Tom Lowenstein was appointed as his Power of Attorney. He recently urged the trustees of the Portia Geach Memorial Award to remove a painting of Blackman from view stating that the work is “terrible”.
Blackman has moments of lucidity and made the comment that it is a terrible painting which is why Lowenstein asked that it be withdrawn; the trustees rejected the request.
A power of attorney is a legal document that appoints and authorises someone to act on your behalf in the areas of property and financial management.
A power of attorney does not authorise anyone to make decisions, relating to lifestyle, health or personal affairs; if you want to do that you need to appoint an enduring guardian.
The person who makes the power of attorney is known as the principal; the person appointed to act for them is known as the attorney.

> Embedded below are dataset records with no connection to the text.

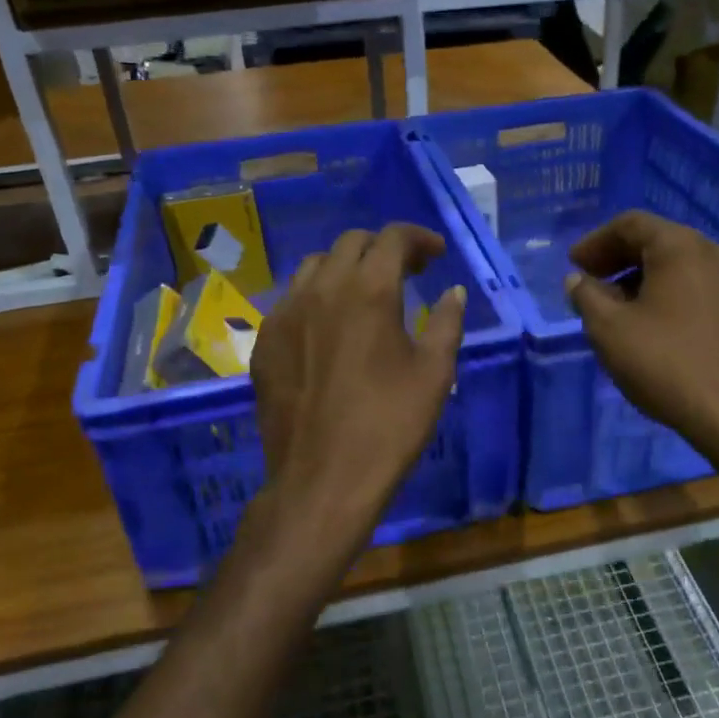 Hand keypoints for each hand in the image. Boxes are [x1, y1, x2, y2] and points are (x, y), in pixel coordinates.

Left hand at [249, 224, 465, 564]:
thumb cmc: (389, 425)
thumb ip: (447, 323)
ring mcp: (285, 313)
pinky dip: (317, 297)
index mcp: (369, 289)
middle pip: (351, 243)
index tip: (436, 254)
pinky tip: (329, 327)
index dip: (419, 237)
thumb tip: (453, 293)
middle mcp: (322, 288)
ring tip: (365, 293)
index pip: (393, 238)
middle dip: (383, 248)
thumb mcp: (434, 374)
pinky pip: (291, 300)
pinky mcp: (265, 341)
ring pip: (314, 266)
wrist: (322, 479)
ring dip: (345, 267)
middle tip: (407, 272)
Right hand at [565, 211, 718, 453]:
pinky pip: (703, 290)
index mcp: (681, 247)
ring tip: (620, 309)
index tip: (574, 265)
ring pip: (683, 267)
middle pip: (659, 242)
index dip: (596, 241)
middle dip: (620, 259)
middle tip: (591, 283)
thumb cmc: (665, 364)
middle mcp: (716, 253)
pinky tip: (659, 328)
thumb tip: (578, 280)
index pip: (631, 224)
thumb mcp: (609, 329)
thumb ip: (586, 296)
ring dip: (646, 280)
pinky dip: (674, 297)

An ‘attorney’ means your authorised representative, this is usually a family member or close friend.
You can appoint an attorney for:
- a limited period, or
- an indefinite period.
You might draw up a limited power of attorney to enable your attorney to act for you when you are overseas, or to deal with a specific situation in another state or overseas.
A power of attorney that is unlimited as to time applies until you die or revoke it.
If you want your power of attorney to still be valid even if you lose your mental capacity after you make it, you must make an enduring power of attorney.
In this case, the power of attorney must be explained to you by a prescribed person – usually a lawyer, who must sign a certificate stating that you understood the effect of giving an enduring power of attorney – that is, that the power of attorney will still be valid if you lose your mental capacity.
The attorney has full authority to deal with your affairs, therefore you must appoint someone you trust and who will act responsibly.
The attorney must
- act with good faith and
- tell you of any conflict of interest that may influence their ability to act responsibly and genuinely on your behalf.
A power of attorney will operate until:
- you cancel it
- your attorney no longer wants to act
- the Supreme Court or Guardianship Tribunal makes an order affecting the power of attorney.
- the attorney or the principal becomes bankrupt or dies
- the attorney loses their mental capacity (unless it is an enduring Power of Attorney).